▶ Work instruction: Nothing besides a number belongs in the answer, which is how many lines of the listing contain the string "order".

▶ Records for processing:
☆ ☆ ☆ ☆ ☆ ☆ ☆

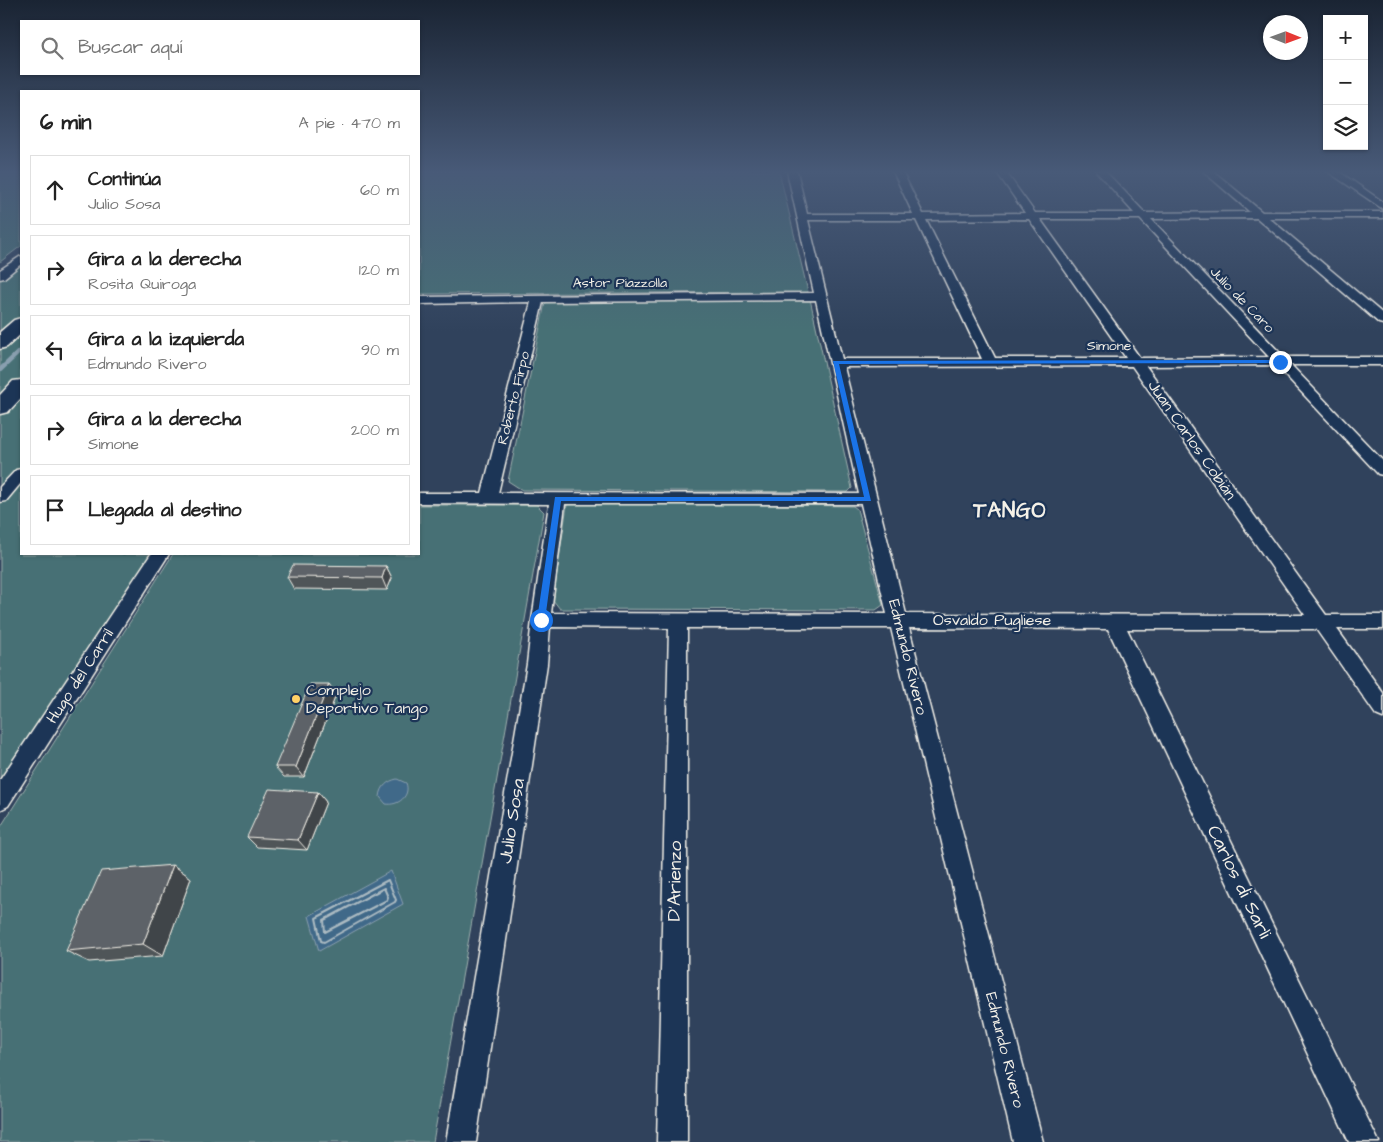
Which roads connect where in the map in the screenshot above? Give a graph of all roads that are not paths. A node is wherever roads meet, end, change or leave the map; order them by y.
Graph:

☆ ☆ ☆ ☆ ☆ ☆ ☆

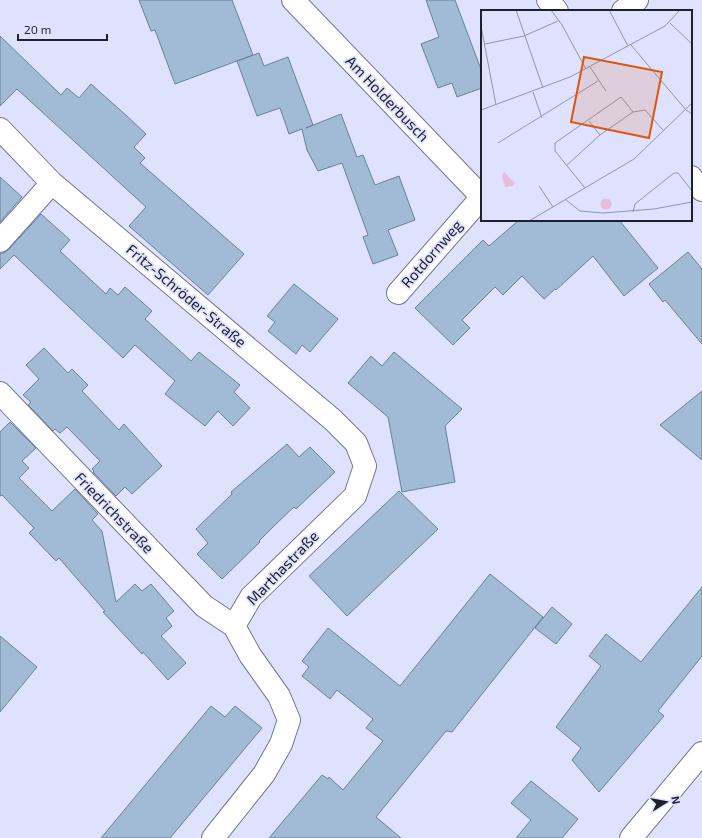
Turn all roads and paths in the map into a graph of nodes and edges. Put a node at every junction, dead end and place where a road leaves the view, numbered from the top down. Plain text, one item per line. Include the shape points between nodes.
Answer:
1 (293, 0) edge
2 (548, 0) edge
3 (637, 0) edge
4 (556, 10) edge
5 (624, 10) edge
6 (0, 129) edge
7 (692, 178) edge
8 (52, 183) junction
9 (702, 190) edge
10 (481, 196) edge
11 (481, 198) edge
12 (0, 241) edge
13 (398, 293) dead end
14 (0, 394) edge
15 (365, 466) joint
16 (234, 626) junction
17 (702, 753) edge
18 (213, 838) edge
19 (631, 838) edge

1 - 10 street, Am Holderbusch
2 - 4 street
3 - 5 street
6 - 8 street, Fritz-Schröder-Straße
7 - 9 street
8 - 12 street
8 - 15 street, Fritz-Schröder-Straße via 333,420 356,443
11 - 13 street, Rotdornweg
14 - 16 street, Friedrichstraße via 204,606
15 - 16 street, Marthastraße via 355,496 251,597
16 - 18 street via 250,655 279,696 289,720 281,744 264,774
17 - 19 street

☆ ☆ ☆ ☆ ☆ ☆ ☆

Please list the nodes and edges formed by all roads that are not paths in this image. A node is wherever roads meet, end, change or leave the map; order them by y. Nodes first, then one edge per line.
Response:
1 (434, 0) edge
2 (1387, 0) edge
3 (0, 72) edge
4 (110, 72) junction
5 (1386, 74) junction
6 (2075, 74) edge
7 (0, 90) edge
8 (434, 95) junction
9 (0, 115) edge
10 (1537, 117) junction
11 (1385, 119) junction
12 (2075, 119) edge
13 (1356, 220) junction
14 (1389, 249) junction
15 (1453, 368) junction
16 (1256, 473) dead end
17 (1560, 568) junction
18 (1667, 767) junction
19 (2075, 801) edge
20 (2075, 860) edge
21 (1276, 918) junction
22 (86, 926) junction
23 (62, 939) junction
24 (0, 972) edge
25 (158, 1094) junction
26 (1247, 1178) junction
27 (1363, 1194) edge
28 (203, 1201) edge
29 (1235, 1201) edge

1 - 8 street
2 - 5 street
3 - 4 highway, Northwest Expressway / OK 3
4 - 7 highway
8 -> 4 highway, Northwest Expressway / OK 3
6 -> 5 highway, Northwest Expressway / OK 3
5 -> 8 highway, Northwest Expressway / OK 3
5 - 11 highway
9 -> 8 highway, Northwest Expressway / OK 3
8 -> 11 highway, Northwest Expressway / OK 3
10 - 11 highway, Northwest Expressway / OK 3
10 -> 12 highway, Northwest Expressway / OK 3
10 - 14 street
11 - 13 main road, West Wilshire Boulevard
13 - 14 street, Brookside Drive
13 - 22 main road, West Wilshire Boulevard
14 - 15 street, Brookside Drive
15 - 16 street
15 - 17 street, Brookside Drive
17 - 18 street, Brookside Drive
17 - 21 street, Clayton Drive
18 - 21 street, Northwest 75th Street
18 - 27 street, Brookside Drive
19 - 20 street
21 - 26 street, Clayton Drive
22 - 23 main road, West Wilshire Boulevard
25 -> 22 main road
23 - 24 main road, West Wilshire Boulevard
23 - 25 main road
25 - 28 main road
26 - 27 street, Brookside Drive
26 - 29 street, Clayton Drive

☆ ☆ ☆ ☆ ☆ ☆ ☆

▶ Reply to the task: 2